=== TASK DATA ===

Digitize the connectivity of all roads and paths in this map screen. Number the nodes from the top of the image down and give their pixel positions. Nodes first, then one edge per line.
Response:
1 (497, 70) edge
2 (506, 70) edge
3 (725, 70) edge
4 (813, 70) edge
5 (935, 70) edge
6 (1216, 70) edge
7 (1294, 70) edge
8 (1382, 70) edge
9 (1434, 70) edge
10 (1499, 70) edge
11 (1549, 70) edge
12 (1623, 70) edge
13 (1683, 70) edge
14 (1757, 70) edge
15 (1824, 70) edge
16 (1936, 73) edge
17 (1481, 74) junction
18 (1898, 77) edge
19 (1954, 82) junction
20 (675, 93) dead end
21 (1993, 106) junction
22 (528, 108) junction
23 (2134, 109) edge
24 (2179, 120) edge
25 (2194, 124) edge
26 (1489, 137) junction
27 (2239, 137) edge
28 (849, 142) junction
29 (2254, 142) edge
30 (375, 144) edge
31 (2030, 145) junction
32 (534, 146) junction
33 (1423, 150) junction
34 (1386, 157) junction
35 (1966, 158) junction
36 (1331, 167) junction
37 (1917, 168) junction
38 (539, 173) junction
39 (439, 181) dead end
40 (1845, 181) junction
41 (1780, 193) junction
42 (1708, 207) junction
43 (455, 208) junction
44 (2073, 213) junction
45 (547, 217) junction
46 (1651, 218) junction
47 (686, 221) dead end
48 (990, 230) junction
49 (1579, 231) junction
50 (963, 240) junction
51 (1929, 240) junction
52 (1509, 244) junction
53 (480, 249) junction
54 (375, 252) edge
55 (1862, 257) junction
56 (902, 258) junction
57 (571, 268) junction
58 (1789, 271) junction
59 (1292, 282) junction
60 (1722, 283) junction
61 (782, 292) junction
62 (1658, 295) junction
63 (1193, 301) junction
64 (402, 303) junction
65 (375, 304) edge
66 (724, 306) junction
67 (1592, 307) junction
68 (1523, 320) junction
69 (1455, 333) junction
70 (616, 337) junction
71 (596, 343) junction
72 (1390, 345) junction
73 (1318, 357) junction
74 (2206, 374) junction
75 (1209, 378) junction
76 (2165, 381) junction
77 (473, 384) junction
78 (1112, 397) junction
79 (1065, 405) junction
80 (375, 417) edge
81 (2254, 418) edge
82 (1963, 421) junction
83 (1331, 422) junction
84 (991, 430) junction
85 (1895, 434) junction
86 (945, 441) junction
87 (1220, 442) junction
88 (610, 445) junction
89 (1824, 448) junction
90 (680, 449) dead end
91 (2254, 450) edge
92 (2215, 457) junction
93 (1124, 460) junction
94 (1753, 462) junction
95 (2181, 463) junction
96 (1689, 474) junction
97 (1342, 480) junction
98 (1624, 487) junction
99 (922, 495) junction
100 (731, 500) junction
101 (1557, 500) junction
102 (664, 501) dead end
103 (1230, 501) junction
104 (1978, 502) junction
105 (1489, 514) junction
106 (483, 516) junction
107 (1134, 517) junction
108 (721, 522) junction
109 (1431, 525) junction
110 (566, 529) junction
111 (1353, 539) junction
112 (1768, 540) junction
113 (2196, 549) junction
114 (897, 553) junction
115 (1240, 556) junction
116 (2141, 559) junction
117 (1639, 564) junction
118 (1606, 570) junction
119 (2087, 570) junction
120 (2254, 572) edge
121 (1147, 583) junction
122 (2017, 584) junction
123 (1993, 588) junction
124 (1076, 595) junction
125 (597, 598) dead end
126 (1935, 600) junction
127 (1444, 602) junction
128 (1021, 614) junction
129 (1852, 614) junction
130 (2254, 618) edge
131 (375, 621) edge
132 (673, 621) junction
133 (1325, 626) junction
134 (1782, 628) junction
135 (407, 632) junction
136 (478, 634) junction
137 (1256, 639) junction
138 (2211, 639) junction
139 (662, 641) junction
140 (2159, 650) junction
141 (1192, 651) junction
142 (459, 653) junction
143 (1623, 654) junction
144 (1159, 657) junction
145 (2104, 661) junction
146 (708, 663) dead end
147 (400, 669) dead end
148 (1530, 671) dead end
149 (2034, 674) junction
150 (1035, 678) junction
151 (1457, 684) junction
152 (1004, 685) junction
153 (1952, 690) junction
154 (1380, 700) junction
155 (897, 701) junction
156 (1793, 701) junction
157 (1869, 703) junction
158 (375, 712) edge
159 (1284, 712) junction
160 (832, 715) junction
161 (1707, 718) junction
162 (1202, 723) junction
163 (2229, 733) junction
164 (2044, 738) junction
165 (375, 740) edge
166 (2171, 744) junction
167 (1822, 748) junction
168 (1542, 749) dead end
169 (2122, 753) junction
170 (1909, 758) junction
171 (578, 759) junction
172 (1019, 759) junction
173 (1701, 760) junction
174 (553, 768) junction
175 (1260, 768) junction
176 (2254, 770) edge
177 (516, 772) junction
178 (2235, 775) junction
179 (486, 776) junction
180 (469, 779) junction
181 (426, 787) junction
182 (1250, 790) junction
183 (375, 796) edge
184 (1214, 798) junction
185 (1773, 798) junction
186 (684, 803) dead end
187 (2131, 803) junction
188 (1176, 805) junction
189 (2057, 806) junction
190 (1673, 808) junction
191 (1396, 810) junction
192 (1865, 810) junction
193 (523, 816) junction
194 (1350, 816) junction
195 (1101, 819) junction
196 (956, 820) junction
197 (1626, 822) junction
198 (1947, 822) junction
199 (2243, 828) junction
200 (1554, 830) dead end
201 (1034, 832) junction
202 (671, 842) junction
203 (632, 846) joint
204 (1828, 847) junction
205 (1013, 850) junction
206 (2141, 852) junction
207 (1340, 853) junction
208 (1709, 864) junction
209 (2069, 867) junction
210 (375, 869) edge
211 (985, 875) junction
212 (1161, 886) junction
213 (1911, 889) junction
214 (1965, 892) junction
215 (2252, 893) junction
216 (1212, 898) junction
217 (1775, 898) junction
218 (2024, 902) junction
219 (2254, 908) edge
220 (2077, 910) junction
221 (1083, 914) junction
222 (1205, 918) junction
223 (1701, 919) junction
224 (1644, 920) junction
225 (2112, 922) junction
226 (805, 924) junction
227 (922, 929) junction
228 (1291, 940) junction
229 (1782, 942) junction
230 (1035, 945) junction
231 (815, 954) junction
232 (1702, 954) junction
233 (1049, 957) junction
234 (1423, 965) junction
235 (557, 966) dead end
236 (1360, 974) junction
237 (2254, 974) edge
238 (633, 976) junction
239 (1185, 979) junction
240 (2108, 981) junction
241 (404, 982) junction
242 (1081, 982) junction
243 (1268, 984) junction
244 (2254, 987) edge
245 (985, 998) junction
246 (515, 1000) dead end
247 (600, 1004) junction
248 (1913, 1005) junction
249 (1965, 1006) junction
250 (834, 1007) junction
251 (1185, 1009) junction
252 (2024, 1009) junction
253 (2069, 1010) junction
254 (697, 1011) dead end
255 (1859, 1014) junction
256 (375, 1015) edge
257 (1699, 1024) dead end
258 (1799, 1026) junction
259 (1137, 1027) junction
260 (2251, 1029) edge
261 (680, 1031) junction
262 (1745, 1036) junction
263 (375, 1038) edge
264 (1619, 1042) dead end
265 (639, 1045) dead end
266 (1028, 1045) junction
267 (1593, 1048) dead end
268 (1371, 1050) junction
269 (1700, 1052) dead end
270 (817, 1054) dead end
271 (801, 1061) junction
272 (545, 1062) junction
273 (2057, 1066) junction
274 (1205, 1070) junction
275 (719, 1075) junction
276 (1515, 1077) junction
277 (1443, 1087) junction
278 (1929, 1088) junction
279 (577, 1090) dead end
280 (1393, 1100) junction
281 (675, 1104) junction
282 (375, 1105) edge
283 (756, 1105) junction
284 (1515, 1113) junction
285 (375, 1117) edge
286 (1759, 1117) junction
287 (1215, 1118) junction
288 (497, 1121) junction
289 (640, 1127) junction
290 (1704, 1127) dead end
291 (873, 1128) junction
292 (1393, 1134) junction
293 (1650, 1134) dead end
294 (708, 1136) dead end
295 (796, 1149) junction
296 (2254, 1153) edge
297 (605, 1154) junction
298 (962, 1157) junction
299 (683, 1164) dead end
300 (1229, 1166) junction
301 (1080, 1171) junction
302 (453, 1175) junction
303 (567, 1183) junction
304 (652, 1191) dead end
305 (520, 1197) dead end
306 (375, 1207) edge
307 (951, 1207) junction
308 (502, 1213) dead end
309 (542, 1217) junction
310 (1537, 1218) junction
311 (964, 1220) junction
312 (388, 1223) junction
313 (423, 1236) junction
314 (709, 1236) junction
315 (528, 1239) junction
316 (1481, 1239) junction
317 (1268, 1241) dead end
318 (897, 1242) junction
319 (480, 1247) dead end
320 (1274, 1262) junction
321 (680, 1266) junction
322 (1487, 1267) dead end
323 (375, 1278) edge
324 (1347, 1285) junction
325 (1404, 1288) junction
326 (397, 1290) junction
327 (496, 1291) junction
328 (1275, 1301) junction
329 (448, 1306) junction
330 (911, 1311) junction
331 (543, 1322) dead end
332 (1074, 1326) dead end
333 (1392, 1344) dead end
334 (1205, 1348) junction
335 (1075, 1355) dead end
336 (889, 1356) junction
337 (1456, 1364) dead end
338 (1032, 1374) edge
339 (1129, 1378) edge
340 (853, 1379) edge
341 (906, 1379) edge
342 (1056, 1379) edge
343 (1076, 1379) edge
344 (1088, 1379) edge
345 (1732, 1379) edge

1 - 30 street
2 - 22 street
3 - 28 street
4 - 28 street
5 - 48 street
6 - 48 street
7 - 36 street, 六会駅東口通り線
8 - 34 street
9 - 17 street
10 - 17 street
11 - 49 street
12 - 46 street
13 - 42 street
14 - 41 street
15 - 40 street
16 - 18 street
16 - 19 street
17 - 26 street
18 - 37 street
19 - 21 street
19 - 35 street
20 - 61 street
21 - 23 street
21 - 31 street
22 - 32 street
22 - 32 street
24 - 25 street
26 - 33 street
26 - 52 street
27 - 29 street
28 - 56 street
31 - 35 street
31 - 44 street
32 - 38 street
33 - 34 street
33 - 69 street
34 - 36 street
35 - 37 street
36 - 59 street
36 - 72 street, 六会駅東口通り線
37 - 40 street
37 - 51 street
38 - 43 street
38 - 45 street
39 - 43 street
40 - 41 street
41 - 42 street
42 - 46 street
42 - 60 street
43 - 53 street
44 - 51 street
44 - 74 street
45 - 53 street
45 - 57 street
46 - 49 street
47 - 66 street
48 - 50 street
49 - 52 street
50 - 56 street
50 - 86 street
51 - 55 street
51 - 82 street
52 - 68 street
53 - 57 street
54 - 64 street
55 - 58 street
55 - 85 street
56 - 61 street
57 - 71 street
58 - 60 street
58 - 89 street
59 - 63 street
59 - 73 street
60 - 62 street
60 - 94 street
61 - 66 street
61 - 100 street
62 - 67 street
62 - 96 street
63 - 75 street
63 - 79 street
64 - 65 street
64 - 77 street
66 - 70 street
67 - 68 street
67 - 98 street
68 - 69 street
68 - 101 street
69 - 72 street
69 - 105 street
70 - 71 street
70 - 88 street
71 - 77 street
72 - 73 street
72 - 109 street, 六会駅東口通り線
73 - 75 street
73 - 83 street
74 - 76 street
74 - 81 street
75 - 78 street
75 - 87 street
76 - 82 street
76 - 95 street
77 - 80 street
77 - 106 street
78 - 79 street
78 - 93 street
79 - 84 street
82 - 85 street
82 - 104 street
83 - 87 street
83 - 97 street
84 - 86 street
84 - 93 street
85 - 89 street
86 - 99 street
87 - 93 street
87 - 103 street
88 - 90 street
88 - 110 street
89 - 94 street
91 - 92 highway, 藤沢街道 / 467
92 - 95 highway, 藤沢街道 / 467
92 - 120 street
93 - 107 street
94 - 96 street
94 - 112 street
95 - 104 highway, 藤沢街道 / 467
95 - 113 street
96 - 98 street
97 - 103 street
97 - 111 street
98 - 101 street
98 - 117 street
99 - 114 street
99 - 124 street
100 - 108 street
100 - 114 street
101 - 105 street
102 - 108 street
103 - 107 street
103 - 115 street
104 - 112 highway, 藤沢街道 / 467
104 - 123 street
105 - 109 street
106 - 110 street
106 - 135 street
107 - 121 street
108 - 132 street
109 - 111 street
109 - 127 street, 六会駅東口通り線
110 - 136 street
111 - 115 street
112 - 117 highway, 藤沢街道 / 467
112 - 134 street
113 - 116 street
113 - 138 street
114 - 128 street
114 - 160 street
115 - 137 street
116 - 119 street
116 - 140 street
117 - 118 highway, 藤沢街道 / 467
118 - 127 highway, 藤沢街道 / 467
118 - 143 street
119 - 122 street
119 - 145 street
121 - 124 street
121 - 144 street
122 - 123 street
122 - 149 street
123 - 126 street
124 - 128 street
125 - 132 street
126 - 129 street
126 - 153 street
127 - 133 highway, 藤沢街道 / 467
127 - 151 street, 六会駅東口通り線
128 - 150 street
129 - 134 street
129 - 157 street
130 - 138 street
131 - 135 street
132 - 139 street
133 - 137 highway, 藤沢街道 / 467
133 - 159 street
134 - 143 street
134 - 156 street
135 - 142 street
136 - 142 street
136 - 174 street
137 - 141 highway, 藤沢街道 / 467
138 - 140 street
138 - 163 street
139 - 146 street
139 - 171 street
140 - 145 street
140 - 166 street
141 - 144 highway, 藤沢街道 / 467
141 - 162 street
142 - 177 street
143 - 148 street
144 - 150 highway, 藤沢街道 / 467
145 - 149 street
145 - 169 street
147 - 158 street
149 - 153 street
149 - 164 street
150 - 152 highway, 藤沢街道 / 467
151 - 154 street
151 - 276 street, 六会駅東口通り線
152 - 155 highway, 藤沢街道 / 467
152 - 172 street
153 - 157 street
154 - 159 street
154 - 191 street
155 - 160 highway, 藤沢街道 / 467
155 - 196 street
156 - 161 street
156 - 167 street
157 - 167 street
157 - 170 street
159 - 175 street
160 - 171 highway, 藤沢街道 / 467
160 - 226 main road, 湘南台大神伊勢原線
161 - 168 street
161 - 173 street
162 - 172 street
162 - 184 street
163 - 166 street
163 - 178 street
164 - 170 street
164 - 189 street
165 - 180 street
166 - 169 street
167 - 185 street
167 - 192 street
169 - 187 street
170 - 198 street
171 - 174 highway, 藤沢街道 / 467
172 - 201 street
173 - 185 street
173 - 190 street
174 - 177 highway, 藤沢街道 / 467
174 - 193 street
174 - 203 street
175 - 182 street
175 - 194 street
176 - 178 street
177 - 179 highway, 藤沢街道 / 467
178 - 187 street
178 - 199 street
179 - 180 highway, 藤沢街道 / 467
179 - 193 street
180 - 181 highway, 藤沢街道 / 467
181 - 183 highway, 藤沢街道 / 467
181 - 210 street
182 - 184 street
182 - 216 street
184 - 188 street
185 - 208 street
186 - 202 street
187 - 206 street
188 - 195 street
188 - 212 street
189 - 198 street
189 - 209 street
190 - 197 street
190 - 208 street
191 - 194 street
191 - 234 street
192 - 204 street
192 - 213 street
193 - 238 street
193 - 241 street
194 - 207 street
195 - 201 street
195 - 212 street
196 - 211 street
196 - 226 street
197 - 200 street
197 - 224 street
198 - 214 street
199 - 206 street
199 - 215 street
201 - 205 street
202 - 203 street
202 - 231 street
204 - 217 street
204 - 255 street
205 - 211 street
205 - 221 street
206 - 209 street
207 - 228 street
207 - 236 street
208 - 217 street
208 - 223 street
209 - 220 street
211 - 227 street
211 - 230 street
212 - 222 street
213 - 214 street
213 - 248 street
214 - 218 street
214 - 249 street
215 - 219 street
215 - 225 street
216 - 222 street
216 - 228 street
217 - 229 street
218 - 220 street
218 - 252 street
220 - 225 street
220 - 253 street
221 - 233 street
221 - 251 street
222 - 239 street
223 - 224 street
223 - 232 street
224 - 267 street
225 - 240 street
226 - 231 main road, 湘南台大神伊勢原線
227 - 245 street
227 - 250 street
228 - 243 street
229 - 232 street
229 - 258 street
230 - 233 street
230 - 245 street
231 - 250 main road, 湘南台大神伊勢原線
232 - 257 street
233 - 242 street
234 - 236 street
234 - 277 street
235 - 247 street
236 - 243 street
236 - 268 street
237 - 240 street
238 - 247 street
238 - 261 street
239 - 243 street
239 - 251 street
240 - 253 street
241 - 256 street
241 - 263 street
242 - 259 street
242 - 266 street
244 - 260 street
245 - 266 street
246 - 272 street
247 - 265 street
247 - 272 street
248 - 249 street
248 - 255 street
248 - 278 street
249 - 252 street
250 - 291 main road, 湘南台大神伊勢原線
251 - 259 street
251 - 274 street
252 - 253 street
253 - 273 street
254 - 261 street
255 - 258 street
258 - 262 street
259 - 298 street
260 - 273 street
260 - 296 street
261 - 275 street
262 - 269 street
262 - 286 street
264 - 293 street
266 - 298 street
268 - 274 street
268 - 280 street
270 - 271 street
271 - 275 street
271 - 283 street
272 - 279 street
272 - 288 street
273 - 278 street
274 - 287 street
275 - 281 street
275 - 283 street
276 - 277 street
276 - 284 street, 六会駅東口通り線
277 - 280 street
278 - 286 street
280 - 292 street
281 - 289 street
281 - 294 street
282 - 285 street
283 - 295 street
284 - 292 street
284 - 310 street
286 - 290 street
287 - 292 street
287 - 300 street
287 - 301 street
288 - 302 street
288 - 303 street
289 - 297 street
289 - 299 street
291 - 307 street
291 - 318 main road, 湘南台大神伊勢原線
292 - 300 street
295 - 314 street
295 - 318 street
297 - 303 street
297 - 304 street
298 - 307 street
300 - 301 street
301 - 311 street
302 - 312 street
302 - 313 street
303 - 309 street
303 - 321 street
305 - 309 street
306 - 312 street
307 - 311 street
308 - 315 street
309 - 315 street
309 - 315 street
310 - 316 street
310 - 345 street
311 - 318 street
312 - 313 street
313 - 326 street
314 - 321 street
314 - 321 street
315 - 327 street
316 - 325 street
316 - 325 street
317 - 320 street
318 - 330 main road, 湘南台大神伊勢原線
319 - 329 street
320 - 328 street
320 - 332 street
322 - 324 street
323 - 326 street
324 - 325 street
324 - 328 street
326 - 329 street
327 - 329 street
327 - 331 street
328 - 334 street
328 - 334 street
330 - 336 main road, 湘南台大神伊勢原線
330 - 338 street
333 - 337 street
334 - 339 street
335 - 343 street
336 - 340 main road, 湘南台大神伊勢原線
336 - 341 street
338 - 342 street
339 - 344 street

===

WORK ITEM:
Locate the word "main" in the records and collect each line it appears in.

OUTPUT OF THE TASK:
160 - 226 main road, 湘南台大神伊勢原線
226 - 231 main road, 湘南台大神伊勢原線
231 - 250 main road, 湘南台大神伊勢原線
250 - 291 main road, 湘南台大神伊勢原線
291 - 318 main road, 湘南台大神伊勢原線
318 - 330 main road, 湘南台大神伊勢原線
330 - 336 main road, 湘南台大神伊勢原線
336 - 340 main road, 湘南台大神伊勢原線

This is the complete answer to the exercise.